=== EXTRACTED INFORMATION ===
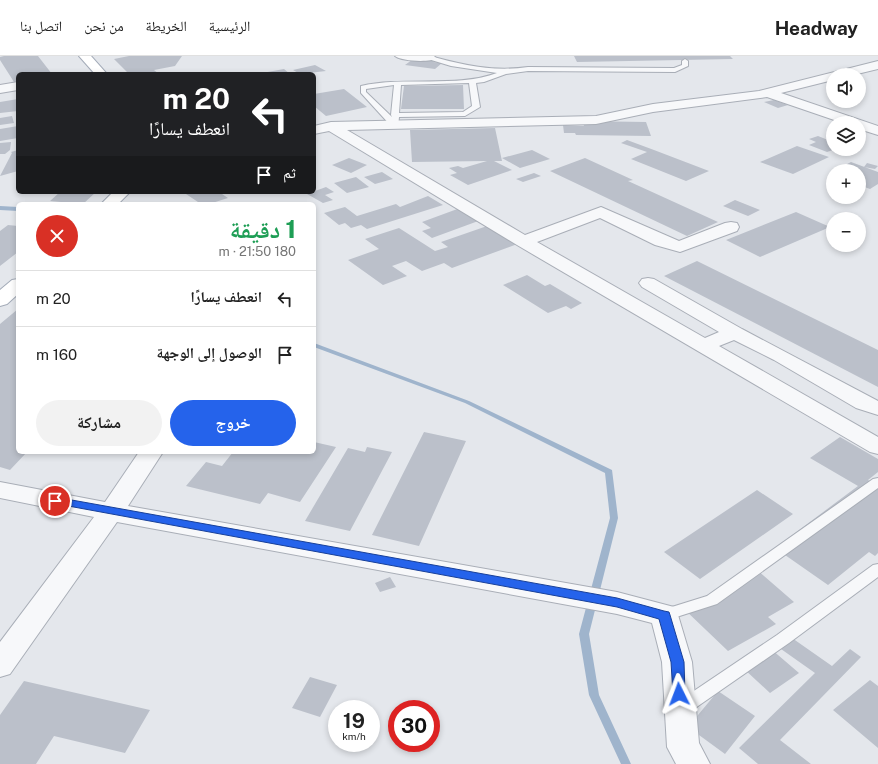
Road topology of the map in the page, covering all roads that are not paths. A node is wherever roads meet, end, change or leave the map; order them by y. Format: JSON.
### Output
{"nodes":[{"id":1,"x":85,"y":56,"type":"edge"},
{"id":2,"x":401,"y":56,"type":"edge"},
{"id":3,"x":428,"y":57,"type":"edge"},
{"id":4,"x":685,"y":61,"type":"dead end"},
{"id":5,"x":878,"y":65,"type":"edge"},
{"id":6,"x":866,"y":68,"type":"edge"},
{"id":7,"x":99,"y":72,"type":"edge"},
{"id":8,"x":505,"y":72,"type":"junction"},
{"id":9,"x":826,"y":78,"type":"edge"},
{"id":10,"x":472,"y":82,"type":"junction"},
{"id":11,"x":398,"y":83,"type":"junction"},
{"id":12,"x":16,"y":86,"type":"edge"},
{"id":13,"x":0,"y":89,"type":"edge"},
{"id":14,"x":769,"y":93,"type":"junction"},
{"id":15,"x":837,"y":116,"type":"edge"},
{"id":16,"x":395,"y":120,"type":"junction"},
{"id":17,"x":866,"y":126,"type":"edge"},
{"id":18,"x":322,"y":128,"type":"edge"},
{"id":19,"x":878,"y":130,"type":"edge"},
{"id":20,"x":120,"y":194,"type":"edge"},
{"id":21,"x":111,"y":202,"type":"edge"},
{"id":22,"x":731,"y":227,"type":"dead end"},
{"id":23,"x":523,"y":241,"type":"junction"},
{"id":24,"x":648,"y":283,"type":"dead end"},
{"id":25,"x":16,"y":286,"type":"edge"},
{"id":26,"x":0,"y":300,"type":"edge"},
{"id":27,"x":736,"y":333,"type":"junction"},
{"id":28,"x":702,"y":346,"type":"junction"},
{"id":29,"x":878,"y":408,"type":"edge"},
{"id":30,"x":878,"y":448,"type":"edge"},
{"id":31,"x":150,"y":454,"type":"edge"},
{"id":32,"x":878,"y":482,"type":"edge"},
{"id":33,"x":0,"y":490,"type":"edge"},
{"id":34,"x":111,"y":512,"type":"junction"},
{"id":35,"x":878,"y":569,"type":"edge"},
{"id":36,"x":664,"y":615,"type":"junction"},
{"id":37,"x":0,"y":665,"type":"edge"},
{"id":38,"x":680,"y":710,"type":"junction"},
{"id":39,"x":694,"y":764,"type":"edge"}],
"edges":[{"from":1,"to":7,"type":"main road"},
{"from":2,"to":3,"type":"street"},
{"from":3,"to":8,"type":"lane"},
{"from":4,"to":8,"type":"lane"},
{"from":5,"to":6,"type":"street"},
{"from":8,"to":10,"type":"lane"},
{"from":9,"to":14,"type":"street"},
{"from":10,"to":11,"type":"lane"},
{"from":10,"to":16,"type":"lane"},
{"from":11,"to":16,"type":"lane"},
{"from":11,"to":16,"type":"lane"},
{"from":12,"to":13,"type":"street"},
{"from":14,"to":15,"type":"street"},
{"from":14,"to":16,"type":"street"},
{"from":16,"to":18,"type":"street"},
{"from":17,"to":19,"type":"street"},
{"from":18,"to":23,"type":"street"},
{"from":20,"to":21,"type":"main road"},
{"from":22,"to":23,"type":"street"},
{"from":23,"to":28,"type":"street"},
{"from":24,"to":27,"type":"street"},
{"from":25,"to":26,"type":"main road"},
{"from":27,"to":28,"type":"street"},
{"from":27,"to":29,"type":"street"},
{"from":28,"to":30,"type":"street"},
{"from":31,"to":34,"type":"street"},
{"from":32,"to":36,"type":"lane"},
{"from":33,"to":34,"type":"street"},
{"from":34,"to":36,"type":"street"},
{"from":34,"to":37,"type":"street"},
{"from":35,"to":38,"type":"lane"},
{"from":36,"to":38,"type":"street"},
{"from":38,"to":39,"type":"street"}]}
===
• [TASK REQUIREMENTS]: The result should be all the records, retyped exactly, with no pictures among them.

• [OUTPUT]:
Road topology of the map in the page, covering all roads that are not paths. A node is wherever roads meet, end, change or leave the map; order them by y. Format: JSON.
### Output
{"nodes":[{"id":1,"x":85,"y":56,"type":"edge"},
{"id":2,"x":401,"y":56,"type":"edge"},
{"id":3,"x":428,"y":57,"type":"edge"},
{"id":4,"x":685,"y":61,"type":"dead end"},
{"id":5,"x":878,"y":65,"type":"edge"},
{"id":6,"x":866,"y":68,"type":"edge"},
{"id":7,"x":99,"y":72,"type":"edge"},
{"id":8,"x":505,"y":72,"type":"junction"},
{"id":9,"x":826,"y":78,"type":"edge"},
{"id":10,"x":472,"y":82,"type":"junction"},
{"id":11,"x":398,"y":83,"type":"junction"},
{"id":12,"x":16,"y":86,"type":"edge"},
{"id":13,"x":0,"y":89,"type":"edge"},
{"id":14,"x":769,"y":93,"type":"junction"},
{"id":15,"x":837,"y":116,"type":"edge"},
{"id":16,"x":395,"y":120,"type":"junction"},
{"id":17,"x":866,"y":126,"type":"edge"},
{"id":18,"x":322,"y":128,"type":"edge"},
{"id":19,"x":878,"y":130,"type":"edge"},
{"id":20,"x":120,"y":194,"type":"edge"},
{"id":21,"x":111,"y":202,"type":"edge"},
{"id":22,"x":731,"y":227,"type":"dead end"},
{"id":23,"x":523,"y":241,"type":"junction"},
{"id":24,"x":648,"y":283,"type":"dead end"},
{"id":25,"x":16,"y":286,"type":"edge"},
{"id":26,"x":0,"y":300,"type":"edge"},
{"id":27,"x":736,"y":333,"type":"junction"},
{"id":28,"x":702,"y":346,"type":"junction"},
{"id":29,"x":878,"y":408,"type":"edge"},
{"id":30,"x":878,"y":448,"type":"edge"},
{"id":31,"x":150,"y":454,"type":"edge"},
{"id":32,"x":878,"y":482,"type":"edge"},
{"id":33,"x":0,"y":490,"type":"edge"},
{"id":34,"x":111,"y":512,"type":"junction"},
{"id":35,"x":878,"y":569,"type":"edge"},
{"id":36,"x":664,"y":615,"type":"junction"},
{"id":37,"x":0,"y":665,"type":"edge"},
{"id":38,"x":680,"y":710,"type":"junction"},
{"id":39,"x":694,"y":764,"type":"edge"}],
"edges":[{"from":1,"to":7,"type":"main road"},
{"from":2,"to":3,"type":"street"},
{"from":3,"to":8,"type":"lane"},
{"from":4,"to":8,"type":"lane"},
{"from":5,"to":6,"type":"street"},
{"from":8,"to":10,"type":"lane"},
{"from":9,"to":14,"type":"street"},
{"from":10,"to":11,"type":"lane"},
{"from":10,"to":16,"type":"lane"},
{"from":11,"to":16,"type":"lane"},
{"from":11,"to":16,"type":"lane"},
{"from":12,"to":13,"type":"street"},
{"from":14,"to":15,"type":"street"},
{"from":14,"to":16,"type":"street"},
{"from":16,"to":18,"type":"street"},
{"from":17,"to":19,"type":"street"},
{"from":18,"to":23,"type":"street"},
{"from":20,"to":21,"type":"main road"},
{"from":22,"to":23,"type":"street"},
{"from":23,"to":28,"type":"street"},
{"from":24,"to":27,"type":"street"},
{"from":25,"to":26,"type":"main road"},
{"from":27,"to":28,"type":"street"},
{"from":27,"to":29,"type":"street"},
{"from":28,"to":30,"type":"street"},
{"from":31,"to":34,"type":"street"},
{"from":32,"to":36,"type":"lane"},
{"from":33,"to":34,"type":"street"},
{"from":34,"to":36,"type":"street"},
{"from":34,"to":37,"type":"street"},
{"from":35,"to":38,"type":"lane"},
{"from":36,"to":38,"type":"street"},
{"from":38,"to":39,"type":"street"}]}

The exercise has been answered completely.